*** Opening TASK INPUTS ***
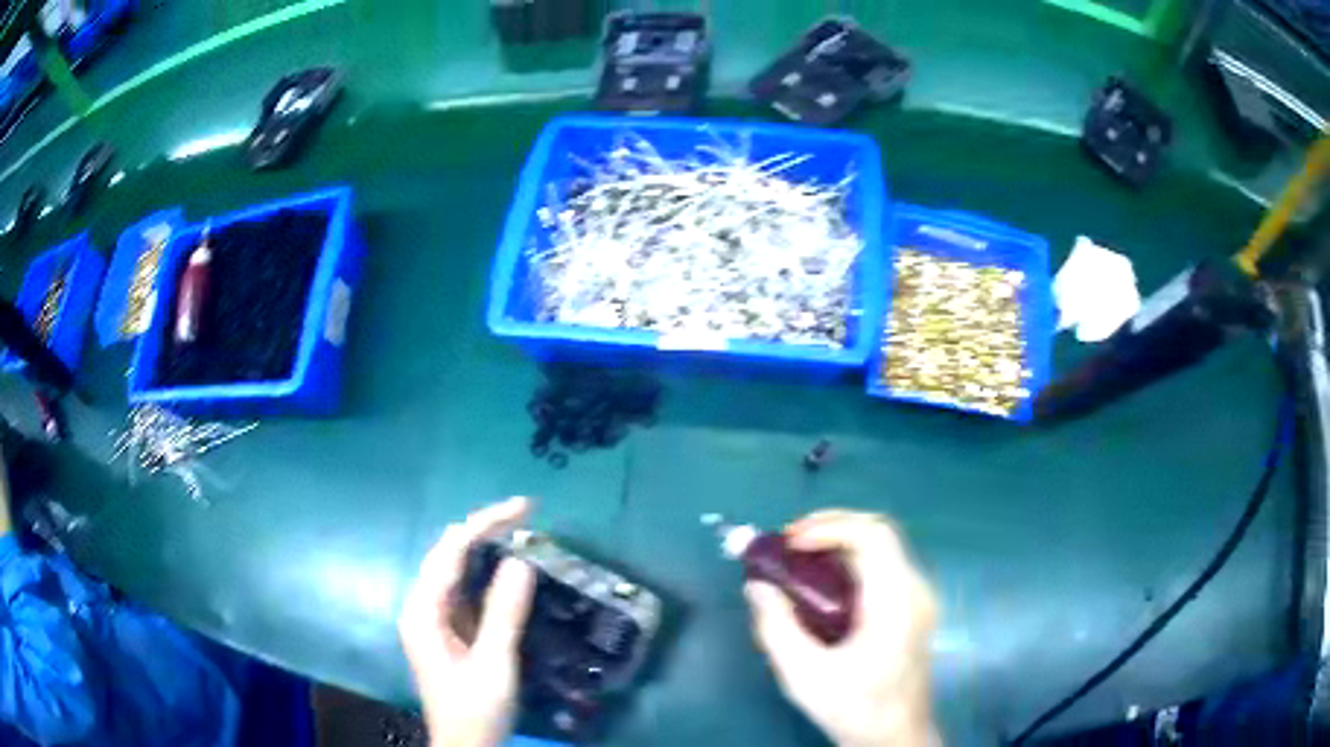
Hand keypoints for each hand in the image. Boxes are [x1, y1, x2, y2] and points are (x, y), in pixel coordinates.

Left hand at [399, 497, 536, 746]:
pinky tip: (508, 569)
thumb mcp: (494, 663)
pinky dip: (486, 572)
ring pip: (455, 568)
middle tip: (527, 515)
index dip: (486, 523)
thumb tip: (520, 561)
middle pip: (448, 552)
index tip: (526, 508)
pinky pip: (465, 589)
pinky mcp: (448, 629)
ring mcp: (433, 617)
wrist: (465, 745)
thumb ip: (504, 613)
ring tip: (521, 531)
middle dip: (484, 528)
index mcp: (423, 610)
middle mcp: (422, 605)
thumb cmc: (475, 708)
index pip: (451, 551)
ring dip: (485, 547)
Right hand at [745, 510, 938, 746]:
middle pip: (879, 532)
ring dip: (839, 543)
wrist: (895, 737)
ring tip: (798, 559)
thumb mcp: (804, 675)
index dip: (830, 527)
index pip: (873, 536)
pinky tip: (822, 584)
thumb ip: (777, 628)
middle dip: (831, 527)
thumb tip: (757, 586)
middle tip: (789, 544)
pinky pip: (883, 567)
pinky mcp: (913, 608)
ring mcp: (918, 598)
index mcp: (896, 602)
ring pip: (882, 547)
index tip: (790, 543)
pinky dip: (850, 562)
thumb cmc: (855, 708)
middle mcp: (915, 590)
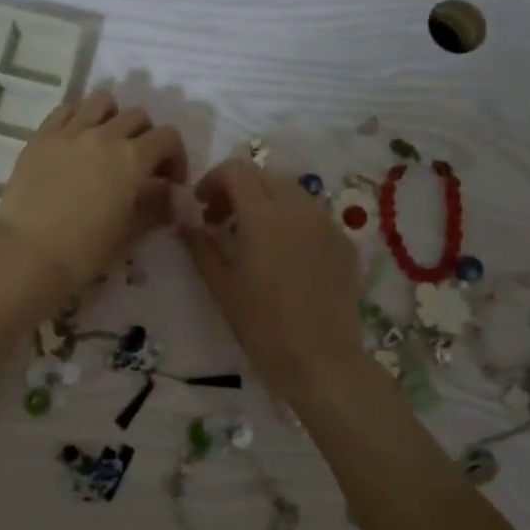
*** Closing TASK INPUTS ***
## [YOUR TASK]
Take every line of the material that contains the word "pinky", and copy it.

## [WRITTEN SOLUTION]
pinky tip: (508, 569)
pinky dip: (486, 572)
pinky pip: (465, 589)
pinky mcp: (448, 629)
pinky tip: (822, 584)
pinky pip: (883, 567)
pinky mcp: (913, 608)
pinky dip: (850, 562)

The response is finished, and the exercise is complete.